Shiho Fukada's “Japan's Disposable Workers,” produced in collaboration with MediaStorm  and the Pulitzer Centre , documents the life of Internet cafe residents who earn too little to rent their own apartments.
Internet cafes have existed in Japan for over a decade, but in the mid 2000s customers began using these spaces as living quarters. According to the film, at least 38% of Japan's workforce are temporary workers, earning 50% of their salaried counterparts.
The cost of living in Japan's large cities can be expensive, and the cramped semi-private booths of Internet cafes provide a safety net of sorts, one step above living on the street.
The “Japan’s Disposable Workers ” series of documentary film shorts explores the labor issues affecting Japan in three sections, illustrating a larger, ongoing global labor crisis at work.
Previous films in the series based on Fukada's work include “Overworked to Suicide” and “Dumping Ground.”

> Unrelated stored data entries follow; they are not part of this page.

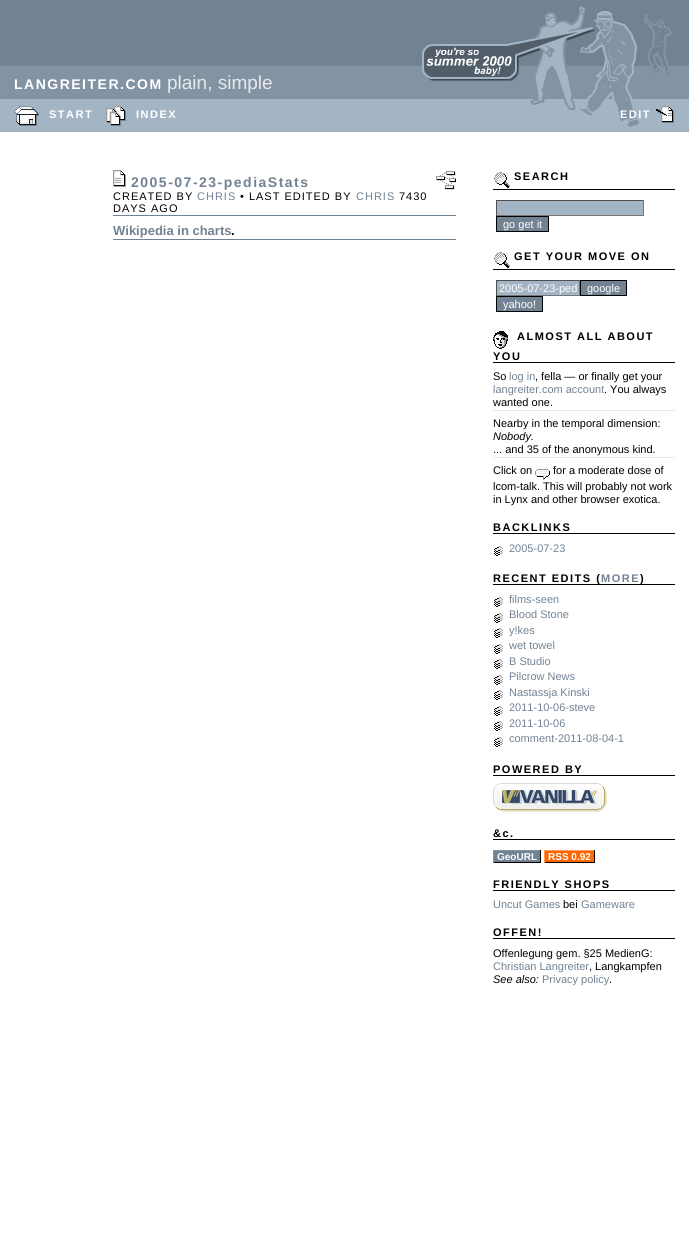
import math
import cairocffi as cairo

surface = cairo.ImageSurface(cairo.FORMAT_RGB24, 689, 1244)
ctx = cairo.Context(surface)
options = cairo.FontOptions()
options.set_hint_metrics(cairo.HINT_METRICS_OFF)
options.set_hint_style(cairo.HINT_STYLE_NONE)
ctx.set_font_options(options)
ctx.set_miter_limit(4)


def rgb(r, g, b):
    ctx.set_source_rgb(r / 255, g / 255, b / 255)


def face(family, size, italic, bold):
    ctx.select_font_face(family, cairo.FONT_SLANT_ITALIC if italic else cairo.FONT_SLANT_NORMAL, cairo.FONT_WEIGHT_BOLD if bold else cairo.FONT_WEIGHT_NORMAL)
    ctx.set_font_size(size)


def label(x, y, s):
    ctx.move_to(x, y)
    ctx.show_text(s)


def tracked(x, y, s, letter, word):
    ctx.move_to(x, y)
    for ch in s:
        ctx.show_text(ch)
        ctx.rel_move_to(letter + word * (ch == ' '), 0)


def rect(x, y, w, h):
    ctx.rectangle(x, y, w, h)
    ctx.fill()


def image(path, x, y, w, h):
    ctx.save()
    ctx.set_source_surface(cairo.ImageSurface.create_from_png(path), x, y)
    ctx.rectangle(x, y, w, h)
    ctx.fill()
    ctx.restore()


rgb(255, 255, 255)
ctx.paint()
rgb(113, 130, 147)
rect(0, 0, 689, 66)
rgb(130, 147, 164)
rect(0, 66, 689, 33)
face('Liberation Sans', 14, 0, 1)
rgb(255, 255, 255)
tracked(14, 89, 'LANGREITER.COM', 1.5, 0)
face('Liberation Sans', 19, 0, 0)
rgb(233, 233, 233)
label(167, 89, 'plain, simple')
rgb(163, 180, 197)
rect(0, 99, 689, 33)
image('image0.png', 14, 106, 25, 20)
face('Liberation Sans', 11, 0, 1)
rgb(255, 255, 255)
tracked(49, 118, 'START', 1.5, 0)
image('image1.png', 106, 106, 20, 20)
tracked(136, 118, 'INDEX', 1.5, 0)
image('image2.png', 422, 6, 250, 121)
tracked(620, 118, 'EDIT', 1.5, 0)
image('image3.png', 656, 106, 18, 17)
image('image4.png', 113, 170, 13, 17)
face('Liberation Sans', 14, 0, 1)
rgb(113, 130, 147)
tracked(131, 187, '2005-07-23-pediaStats', 1.5, 0)
image('image5.png', 436, 171, 20, 19)
face('Liberation Sans', 11, 0, 0)
rgb(0, 0, 0)
tracked(113, 200, 'CREATED BY', 1, 0)
rgb(113, 130, 147)
tracked(197, 200, 'CHRIS', 1, 0)
rgb(0, 0, 0)
tracked(240, 200, '• LAST EDITED BY', 1, 0)
rgb(113, 130, 147)
tracked(356, 200, 'CHRIS', 1, 0)
rgb(0, 0, 0)
tracked(399, 200, '7430', 1, 0)
tracked(113, 212, 'DAYS AGO', 1, 0)
rgb(113, 130, 147)
rect(113, 215, 343, 1)
face('Liberation Sans', 13, 0, 1)
label(113, 235, 'Wikipedia in charts')
rgb(0, 0, 0)
label(231, 235, '.')
rgb(113, 130, 147)
rect(113, 239, 343, 1)
image('image6.png', 494, 172, 16, 16)
face('Liberation Sans', 11, 0, 1)
rgb(0, 0, 0)
tracked(514, 180, 'SEARCH', 1.5, 0)
rect(493, 189, 182, 1)
rgb(163, 180, 197)
rect(497, 201, 146, 14)
rgb(79, 79, 79)
rect(496, 200, 148, 1)
rgb(118, 118, 118)
rect(643, 200, 1, 16)
rect(496, 215, 148, 1)
rgb(79, 79, 79)
rect(496, 200, 1, 16)
rgb(113, 130, 147)
ctx.rectangle(496.5, 216.5, 52, 15)
ctx.fill_preserve()
rgb(0, 0, 0)
ctx.set_line_width(1)
ctx.stroke()
face('Liberation Sans', 11, 0, 0)
rgb(255, 255, 255)
label(503, 228, 'go get it')
image('image6.png', 494, 252, 16, 16)
face('Liberation Sans', 11, 0, 1)
rgb(0, 0, 0)
tracked(514, 260, 'GET YOUR MOVE ON', 1.5, 0)
rect(493, 269, 182, 1)
rgb(163, 180, 197)
rect(497, 281, 82, 14)
rgb(79, 79, 79)
rect(496, 280, 84, 1)
rgb(118, 118, 118)
rect(579, 280, 1, 16)
rect(496, 295, 84, 1)
rgb(79, 79, 79)
rect(496, 280, 1, 16)
face('Liberation Sans', 11, 0, 0)
rgb(255, 255, 255)
label(499, 292, '2005-07-23-ped')
rgb(113, 130, 147)
ctx.rectangle(580.5, 280.5, 46, 15)
ctx.fill_preserve()
rgb(0, 0, 0)
ctx.stroke()
rgb(255, 255, 255)
label(587, 292, 'google')
rgb(113, 130, 147)
ctx.rectangle(496.5, 296.5, 46, 15)
ctx.fill_preserve()
rgb(0, 0, 0)
ctx.stroke()
rgb(255, 255, 255)
label(503, 308, 'yahoo!')
image('image7.png', 493, 331, 15, 18)
face('Liberation Sans', 11, 0, 1)
rgb(0, 0, 0)
tracked(517, 340, 'ALMOST ALL ABOUT', 1.5, 0)
tracked(493, 360, 'YOU', 1.5, 0)
rect(493, 362, 182, 1)
face('Liberation Sans', 11, 0, 0)
label(493, 380, 'So')
rgb(113, 130, 147)
label(509, 380, 'log in')
rgb(0, 0, 0)
label(535, 380, ', fella — or finally get your')
rgb(113, 130, 147)
label(493, 393, 'langreiter.com account')
rgb(0, 0, 0)
label(604, 393, '. You always')
label(493, 406, 'wanted one.')
rgb(233, 233, 233)
rect(493, 410, 182, 1)
rgb(0, 0, 0)
label(493, 427, 'Nearby in the temporal dimension:')
face('Liberation Sans', 11, 1, 0)
label(493, 440, 'Nobody.')
face('Liberation Sans', 11, 0, 0)
label(493, 453, '... and 35 of the anonymous kind.')
rgb(233, 233, 233)
rect(493, 457, 182, 1)
rgb(0, 0, 0)
label(493, 474, 'Click on')
image('image8.png', 535, 469, 15, 11)
label(553, 474, 'for a moderate dose of')
label(493, 490, 'lcom-talk. This will probably not work')
label(493, 503, 'in Lynx and other browser exotica.')
face('Liberation Sans', 11, 0, 1)
tracked(493, 531, 'BACKLINKS', 1.5, 0)
rect(493, 533, 182, 1)
image('image9.png', 494, 546, 9, 10)
face('Liberation Sans', 11, 0, 0)
rgb(113, 130, 147)
label(509, 552, '2005-07-23')
face('Liberation Sans', 11, 0, 1)
rgb(0, 0, 0)
tracked(493, 582, 'RECENT EDITS (', 1.5, 0)
rgb(113, 130, 147)
tracked(601, 582, 'MORE', 1.5, 0)
rgb(0, 0, 0)
tracked(640, 582, ')', 1.5, 0)
rect(493, 584, 182, 1)
image('image9.png', 494, 597, 9, 10)
face('Liberation Sans', 11, 0, 0)
rgb(113, 130, 147)
label(509, 603, 'films-seen')
image('image9.png', 494, 613, 9, 10)
label(509, 618, 'Blood Stone')
image('image9.png', 494, 628, 9, 10)
label(509, 634, 'y!kes')
image('image9.png', 494, 644, 9, 10)
label(509, 649, 'wet towel')
image('image9.png', 494, 659, 9, 10)
label(509, 665, 'B Studio')
image('image9.png', 494, 675, 9, 10)
label(509, 680, 'Pilcrow News')
image('image9.png', 494, 690, 9, 10)
label(509, 696, 'Nastassja Kinski')
image('image9.png', 494, 706, 9, 10)
label(509, 711, '2011-10-06-steve')
image('image9.png', 494, 721, 9, 10)
label(509, 727, '2011-10-06')
image('image9.png', 494, 737, 9, 10)
label(509, 742, 'comment-2011-08-04-1')
face('Liberation Sans', 11, 0, 1)
rgb(0, 0, 0)
tracked(493, 773, 'POWERED BY', 1.5, 0)
rect(493, 775, 182, 1)
image('image10.png', 493, 783, 114, 29)
tracked(493, 837, '&c.', 1.5, 0)
rect(493, 839, 182, 1)
rgb(113, 130, 147)
rect(494, 851, 46, 11)
face('Liberation Sans', 10, 0, 1)
rgb(255, 255, 255)
label(497, 860, 'GeoURL')
rgb(130, 147, 164)
rect(493, 850, 48, 1)
rgb(0, 0, 0)
rect(540, 850, 1, 13)
rect(493, 862, 48, 1)
rgb(130, 147, 164)
rect(493, 850, 1, 13)
rgb(255, 102, 0)
rect(545, 851, 49, 11)
rgb(255, 255, 255)
label(548, 860, 'RSS 0.92')
rgb(255, 154, 87)
rect(544, 850, 51, 1)
rgb(0, 0, 0)
rect(594, 850, 1, 13)
rect(544, 862, 51, 1)
rgb(255, 154, 87)
rect(544, 850, 1, 13)
face('Liberation Sans', 11, 0, 1)
rgb(0, 0, 0)
tracked(493, 888, 'FRIENDLY SHOPS', 1.5, 0)
rect(493, 890, 182, 1)
face('Liberation Sans', 11, 0, 0)
rgb(113, 130, 147)
label(493, 908, 'Uncut Games')
rgb(0, 0, 0)
label(563, 908, 'bei')
rgb(113, 130, 147)
label(581, 908, 'Gameware')
face('Liberation Sans', 11, 0, 1)
rgb(0, 0, 0)
tracked(493, 936, 'OFFEN!', 1.5, 0)
rect(493, 938, 182, 1)
face('Liberation Sans', 11, 0, 0)
label(493, 957, 'Offenlegung gem. §25 MedienG:')
rgb(113, 130, 147)
label(493, 970, 'Christian Langreiter')
rgb(0, 0, 0)
label(589, 970, ', Langkampfen')
face('Liberation Sans', 11, 1, 0)
label(493, 983, 'See also:')
face('Liberation Sans', 11, 0, 0)
rgb(113, 130, 147)
label(542, 983, 'Privacy policy')
rgb(0, 0, 0)
label(609, 983, '.')
surface.write_to_png('render.png')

“Overworked to Suicide ” documents working conditions in Japan after the recession of the 1990s, when Japan's white-collar salaried workers would increasingly work arduous hours for fear of losing their jobs, resulting in increased rates of depression and suicide.
“Dumping Ground ” tells the story of Kamagasaki, Osaka, which used to be a thriving day laborer's town. Today, it is home to approximately 25,000 unemployed and elderly men, many of whom are also homeless.